Selesai bernyanyi, Dewa turun dari panggung dan langsung menghampiri Amor sembari tersenyum.
"Bentar lagi dia bakalan datang, nanti aku bakalan kenalin kamu sama dia," ujar Dewa.
"Memang siapa yang bakalan datang?" tanya Amor.
"Elen, anak Bu Emi yang waktu itu hampir nabrak kita sampai-sampai mobil Benny yang jadi korban," sahut Dewa. Tampaknya Amor baru memahaminya. Tapi, entah kenapa ia tak begitu suka dengan gadis itu. Dewa pun tersenyum sembari mengusap rambut Amor dengan lembut.
"Nggak usah cemburu, aku nggak ada hubungan apa-apa kok sama dia," ucap laki-laki itu, ia sangat memahami bahwa gadis itu cemburu dengan Elen. Wajah Amor pun langsung berubah menjadi merah.
"Nggak kok! Siapa yang cemburu?" bantah Amor. Dewa pun tersenyum tipis sembari menggeleng-geleng kepala. Tak lama kemudian, Elen pun datang.
"Sorry, aku telat," ucap Elen.

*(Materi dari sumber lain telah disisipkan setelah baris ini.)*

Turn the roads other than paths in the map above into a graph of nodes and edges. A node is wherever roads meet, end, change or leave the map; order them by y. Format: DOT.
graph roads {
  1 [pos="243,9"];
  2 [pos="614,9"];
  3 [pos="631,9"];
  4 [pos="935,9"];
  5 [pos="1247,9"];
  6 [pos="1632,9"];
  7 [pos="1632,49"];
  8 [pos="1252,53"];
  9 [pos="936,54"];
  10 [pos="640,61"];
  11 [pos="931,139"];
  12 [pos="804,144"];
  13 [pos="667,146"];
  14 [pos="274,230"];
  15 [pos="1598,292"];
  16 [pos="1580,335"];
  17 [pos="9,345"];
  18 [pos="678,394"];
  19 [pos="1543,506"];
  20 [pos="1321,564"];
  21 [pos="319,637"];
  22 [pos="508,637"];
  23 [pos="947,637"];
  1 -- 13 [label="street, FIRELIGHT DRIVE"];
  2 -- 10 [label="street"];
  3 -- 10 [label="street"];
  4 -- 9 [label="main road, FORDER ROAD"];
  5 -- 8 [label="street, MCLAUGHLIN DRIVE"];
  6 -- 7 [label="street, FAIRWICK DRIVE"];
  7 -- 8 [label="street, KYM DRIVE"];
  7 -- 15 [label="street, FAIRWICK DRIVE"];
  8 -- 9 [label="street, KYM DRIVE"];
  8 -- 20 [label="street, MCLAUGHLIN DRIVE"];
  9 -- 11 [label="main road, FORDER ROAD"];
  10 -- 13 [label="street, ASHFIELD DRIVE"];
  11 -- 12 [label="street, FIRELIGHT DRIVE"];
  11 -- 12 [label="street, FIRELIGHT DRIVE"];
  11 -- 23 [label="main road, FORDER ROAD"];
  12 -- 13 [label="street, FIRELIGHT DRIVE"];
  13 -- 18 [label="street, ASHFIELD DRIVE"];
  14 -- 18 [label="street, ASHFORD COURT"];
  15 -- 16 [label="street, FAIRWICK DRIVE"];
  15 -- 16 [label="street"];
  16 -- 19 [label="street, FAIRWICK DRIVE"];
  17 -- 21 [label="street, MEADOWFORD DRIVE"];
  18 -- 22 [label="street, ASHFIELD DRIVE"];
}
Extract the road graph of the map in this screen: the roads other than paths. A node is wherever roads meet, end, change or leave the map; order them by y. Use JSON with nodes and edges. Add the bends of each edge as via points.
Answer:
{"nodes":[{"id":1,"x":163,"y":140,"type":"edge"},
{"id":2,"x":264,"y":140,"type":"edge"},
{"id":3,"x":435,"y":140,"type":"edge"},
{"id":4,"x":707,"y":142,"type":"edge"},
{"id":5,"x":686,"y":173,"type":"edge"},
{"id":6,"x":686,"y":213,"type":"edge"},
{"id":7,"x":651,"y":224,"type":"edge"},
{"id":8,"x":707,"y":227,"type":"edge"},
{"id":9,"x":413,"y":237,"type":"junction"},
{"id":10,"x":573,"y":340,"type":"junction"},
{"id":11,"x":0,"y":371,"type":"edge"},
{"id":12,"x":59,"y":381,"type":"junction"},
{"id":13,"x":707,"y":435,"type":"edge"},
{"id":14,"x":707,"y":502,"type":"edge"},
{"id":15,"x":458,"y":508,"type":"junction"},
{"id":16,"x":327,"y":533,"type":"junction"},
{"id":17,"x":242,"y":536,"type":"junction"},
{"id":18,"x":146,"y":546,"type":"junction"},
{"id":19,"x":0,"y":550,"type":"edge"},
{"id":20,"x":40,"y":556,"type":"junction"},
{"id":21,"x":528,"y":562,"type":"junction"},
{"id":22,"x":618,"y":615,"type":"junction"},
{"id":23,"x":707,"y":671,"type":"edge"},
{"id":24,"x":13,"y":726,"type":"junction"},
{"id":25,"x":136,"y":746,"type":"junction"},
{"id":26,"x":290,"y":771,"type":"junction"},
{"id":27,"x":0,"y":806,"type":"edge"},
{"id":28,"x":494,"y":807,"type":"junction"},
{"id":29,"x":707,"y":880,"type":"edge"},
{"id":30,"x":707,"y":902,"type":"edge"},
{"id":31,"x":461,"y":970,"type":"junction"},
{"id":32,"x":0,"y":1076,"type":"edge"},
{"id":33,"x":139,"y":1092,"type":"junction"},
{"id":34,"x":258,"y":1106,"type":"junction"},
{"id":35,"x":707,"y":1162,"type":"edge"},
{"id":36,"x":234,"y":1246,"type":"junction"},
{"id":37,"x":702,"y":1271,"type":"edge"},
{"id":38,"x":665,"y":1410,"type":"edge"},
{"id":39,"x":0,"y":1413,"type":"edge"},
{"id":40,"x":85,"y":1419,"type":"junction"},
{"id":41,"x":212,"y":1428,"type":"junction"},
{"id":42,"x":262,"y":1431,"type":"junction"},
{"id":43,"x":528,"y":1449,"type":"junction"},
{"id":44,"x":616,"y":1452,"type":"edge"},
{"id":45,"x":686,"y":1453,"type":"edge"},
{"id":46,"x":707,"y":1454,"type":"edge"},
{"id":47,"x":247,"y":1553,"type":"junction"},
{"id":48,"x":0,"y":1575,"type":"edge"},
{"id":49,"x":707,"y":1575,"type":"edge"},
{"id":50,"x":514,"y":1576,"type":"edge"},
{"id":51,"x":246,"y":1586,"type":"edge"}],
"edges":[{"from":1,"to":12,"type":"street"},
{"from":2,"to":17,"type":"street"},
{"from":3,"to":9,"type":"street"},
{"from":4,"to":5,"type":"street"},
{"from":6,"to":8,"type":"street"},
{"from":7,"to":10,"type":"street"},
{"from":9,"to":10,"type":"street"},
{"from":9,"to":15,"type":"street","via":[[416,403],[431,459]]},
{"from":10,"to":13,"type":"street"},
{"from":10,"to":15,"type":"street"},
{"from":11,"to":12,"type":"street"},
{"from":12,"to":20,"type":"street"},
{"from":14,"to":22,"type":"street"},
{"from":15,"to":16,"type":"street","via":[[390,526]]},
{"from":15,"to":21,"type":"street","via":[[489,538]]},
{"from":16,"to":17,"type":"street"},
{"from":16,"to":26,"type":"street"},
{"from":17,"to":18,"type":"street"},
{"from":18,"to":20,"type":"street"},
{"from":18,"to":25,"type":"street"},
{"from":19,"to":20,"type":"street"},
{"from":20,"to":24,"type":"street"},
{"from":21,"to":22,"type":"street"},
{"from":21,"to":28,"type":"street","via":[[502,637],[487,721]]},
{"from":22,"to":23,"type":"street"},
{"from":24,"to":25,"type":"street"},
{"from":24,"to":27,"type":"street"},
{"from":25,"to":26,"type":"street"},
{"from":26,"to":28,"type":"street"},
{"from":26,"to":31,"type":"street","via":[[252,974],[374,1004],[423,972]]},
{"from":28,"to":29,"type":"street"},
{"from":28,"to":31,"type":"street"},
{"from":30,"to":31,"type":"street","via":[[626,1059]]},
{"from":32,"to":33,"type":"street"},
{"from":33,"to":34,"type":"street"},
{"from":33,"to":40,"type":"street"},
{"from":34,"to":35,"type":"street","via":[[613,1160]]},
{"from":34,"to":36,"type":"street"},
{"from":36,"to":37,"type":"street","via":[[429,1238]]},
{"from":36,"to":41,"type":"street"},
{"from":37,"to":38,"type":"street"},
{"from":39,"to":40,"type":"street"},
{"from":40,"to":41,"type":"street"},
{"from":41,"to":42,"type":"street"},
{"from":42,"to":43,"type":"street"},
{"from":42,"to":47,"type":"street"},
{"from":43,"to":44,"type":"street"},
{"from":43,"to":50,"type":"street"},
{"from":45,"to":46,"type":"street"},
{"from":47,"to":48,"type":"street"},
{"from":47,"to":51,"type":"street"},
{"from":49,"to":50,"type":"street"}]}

Dewa pun berdiri dan mengenalkan Amor kepada Elen.
"Kenalin , namanya Amor. Dia pacarku," ucap Dewa dengan gampangnya. Elen merasa sangat terkejut, hingga semangat untuk menemui laki-laki itu perlahan-lahan menurun. Sebab, ia menyukai Dewa meskipun ia baru saja mengenalnya. Tetapi, gadis itu menyembunyikan perasaannya, ia berpura-pura baik-baik saja.
"Oh, hai," Elen mengulurkan tangannya terlebih dahulu. Amor pun membalas uluran tangan Elen sembari memperkenalkan diri.

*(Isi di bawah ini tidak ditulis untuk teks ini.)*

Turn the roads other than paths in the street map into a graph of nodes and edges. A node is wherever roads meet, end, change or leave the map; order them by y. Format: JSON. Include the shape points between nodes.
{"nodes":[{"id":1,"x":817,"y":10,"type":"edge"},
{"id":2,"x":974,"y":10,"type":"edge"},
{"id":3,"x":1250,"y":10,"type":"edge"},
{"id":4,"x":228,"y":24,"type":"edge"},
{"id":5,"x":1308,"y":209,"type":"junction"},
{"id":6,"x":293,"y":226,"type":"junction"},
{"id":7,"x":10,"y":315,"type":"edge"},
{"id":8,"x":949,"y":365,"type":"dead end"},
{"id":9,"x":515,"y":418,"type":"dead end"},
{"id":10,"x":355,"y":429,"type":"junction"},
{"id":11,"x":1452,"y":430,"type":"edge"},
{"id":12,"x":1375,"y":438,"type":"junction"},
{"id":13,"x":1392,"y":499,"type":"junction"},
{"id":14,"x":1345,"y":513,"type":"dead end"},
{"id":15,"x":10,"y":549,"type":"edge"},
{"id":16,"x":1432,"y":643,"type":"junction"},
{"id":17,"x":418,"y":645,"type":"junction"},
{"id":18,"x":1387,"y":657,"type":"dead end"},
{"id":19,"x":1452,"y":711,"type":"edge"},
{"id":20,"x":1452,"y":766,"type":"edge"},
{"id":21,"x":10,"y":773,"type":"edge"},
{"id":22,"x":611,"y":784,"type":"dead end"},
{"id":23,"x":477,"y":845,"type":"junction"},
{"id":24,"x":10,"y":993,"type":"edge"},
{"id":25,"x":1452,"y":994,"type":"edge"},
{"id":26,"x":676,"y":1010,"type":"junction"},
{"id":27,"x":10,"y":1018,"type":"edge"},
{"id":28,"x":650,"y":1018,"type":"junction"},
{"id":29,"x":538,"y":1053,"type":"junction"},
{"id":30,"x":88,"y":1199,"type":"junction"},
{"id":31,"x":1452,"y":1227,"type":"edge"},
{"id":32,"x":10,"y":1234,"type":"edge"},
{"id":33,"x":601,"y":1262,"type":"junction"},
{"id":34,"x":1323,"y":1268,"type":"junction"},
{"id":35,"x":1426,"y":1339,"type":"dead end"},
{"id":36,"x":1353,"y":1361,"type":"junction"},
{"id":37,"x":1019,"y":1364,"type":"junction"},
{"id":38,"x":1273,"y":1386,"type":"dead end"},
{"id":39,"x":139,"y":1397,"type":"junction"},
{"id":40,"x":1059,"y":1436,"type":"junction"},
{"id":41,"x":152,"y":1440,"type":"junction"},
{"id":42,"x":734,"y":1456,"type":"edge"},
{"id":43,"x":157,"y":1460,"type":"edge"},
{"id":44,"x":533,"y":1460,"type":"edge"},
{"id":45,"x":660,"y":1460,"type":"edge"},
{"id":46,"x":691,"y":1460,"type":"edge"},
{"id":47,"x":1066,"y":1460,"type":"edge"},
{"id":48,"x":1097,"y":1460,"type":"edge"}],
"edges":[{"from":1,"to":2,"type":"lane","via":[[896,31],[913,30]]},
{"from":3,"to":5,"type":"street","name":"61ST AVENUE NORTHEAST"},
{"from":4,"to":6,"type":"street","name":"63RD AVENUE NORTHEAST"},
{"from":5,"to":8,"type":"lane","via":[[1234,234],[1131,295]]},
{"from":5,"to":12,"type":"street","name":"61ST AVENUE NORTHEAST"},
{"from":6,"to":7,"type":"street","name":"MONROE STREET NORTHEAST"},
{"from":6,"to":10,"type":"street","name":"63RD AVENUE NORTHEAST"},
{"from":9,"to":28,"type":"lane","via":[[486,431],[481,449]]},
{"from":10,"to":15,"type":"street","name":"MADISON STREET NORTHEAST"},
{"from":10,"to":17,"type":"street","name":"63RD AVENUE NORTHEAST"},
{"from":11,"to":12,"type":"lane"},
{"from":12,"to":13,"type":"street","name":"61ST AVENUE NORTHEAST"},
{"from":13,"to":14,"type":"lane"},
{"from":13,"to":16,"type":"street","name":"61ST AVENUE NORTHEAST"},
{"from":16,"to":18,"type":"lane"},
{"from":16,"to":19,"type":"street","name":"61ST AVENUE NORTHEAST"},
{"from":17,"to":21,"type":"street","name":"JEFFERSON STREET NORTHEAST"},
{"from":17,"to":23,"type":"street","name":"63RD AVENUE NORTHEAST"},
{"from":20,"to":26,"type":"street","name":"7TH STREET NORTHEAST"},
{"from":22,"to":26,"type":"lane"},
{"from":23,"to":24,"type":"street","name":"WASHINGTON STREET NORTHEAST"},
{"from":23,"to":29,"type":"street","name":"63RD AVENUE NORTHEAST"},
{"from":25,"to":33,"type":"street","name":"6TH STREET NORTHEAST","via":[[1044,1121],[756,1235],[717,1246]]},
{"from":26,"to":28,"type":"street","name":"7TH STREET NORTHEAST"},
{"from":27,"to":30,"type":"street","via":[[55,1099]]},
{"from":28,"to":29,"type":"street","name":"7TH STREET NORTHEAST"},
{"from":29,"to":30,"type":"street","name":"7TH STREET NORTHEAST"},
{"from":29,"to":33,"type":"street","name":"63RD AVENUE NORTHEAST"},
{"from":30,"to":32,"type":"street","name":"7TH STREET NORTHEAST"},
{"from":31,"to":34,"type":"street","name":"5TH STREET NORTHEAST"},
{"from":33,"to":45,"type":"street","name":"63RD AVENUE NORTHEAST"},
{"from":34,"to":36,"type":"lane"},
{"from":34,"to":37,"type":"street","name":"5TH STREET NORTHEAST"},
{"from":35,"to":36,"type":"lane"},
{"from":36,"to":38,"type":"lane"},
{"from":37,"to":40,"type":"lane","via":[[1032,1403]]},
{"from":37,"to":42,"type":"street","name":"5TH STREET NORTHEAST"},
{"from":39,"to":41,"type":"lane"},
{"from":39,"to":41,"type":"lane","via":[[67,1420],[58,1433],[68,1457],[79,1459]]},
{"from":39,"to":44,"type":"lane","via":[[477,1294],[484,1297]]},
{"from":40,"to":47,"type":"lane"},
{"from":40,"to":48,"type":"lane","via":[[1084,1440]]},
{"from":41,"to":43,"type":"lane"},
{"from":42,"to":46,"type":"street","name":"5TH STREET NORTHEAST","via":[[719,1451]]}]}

"Aku Amor, kamu pasti Elen kan?" tanya Amor sembari tersenyum. Elen pun tersenyum sembari menganggukkan kepala.
Akhirnya, mereka pun duduk bersama-sama. Namun, Dewa bingung harus memulainya dari mana.
"Lo ... lo harus hati-hati sama ibu tiri lo," ucap Dewa dengan raut wajahnya yang serius. Tentu saja Elen sangat terkejut mendengar ucapan Dewa.

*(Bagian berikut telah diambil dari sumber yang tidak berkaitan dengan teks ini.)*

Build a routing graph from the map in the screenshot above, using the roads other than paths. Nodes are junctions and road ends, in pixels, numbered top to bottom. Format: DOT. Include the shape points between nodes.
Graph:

"Kamu tahu darimana kalau dia ibu tiriku?" tanya Elen. Ia merasa tak pernah menceritakan apapun mengenai Emi.
"Itu nggak penting," sahut Dewa. "Asal lo tahu, dia mau bunuh elo,"
Elen tertawa terbahak-bahak mendengar ucapan Dewa yang tak masuk akal itu.
"Please, kalau bercanda jangan keterlaluan gitu dong," ucap Elen yang masih terpingkal-pingkal.
"Gue nggak becanda," sahut Dewa. Elen pun menghentikan tawanya dan bertanya kepada laki-laki itu.
"Okay, apa yang bisa bikin aku percaya sama ucapan kamu?" tanya Elen. Tanpa ragu, Dewa pun menjawab pertanyaan itu.
"Saat lo masih kecil, ibu kandung lo masih hidup. Dan lo pernah diam-diam nyobain lipstiknya sampai-sampai lo dimarahin abis-abisan sama ibu lo," ucap Dewa. "Dan ibu kandung lo meninggal akibat tabrak lari saat lo baru aja masuk SMA. Gue benar kan?"
Elen sangat shock mendengar semua ucapan Dewa, bagaimana mungkin laki-laki itu bisa mengetahui hal itu?
"Dan lo harus tahu, ibu lo meninggal karena ditabrak oleh ibu tiri lo sendiri, beliau nggak sengaja menabrak ibu lo. Karena nggak mau tanggung jawab, beliau justru melindas badan ibu lo," Dewa menjelaskan semuanya dengan rinci. "Dua bulan kemudian, beliau nikah sama ayah lo buat nutupin semua perbuatannya,"
"Dengan kata lain, Bu Emi adalah orang yang membunuh ibu lo," lanjutnya. "Nggak, tepatnya yang membunuh ibu lo adalah roh jahat yang merasuki tubuh Bu Emi,"
Elen semakin tak percaya dengan ucapan Dewa. Memang benar, ibu kandungnya meninggal akibat tabrak lari. Tapi, ia yakin bahwa Emi bukanlah pelakunya. Karena baginya, Emi adalah sosok ibu yang sangat baik.
"Jangan pernah kamu fitnah ibu aku!" seru gadis itu, bahkan air matanya terjatuh akibat ucapan Dewa sangat menyakitkan baginya. Tanpa pikir panjang, ia langsung meninggalkan Dewa dan Amor di sana.
"Biar aku aja yang bicara sama dia," ucap Amor, gadis itu pun menyusul Elen keluar.
Dewa mengembuskan napas panjang, ia sudah menduga bahwa Elen takkan mempercayai semua yang ia ucapkan. Lalu, apa yang harus ia lakukan sekarang?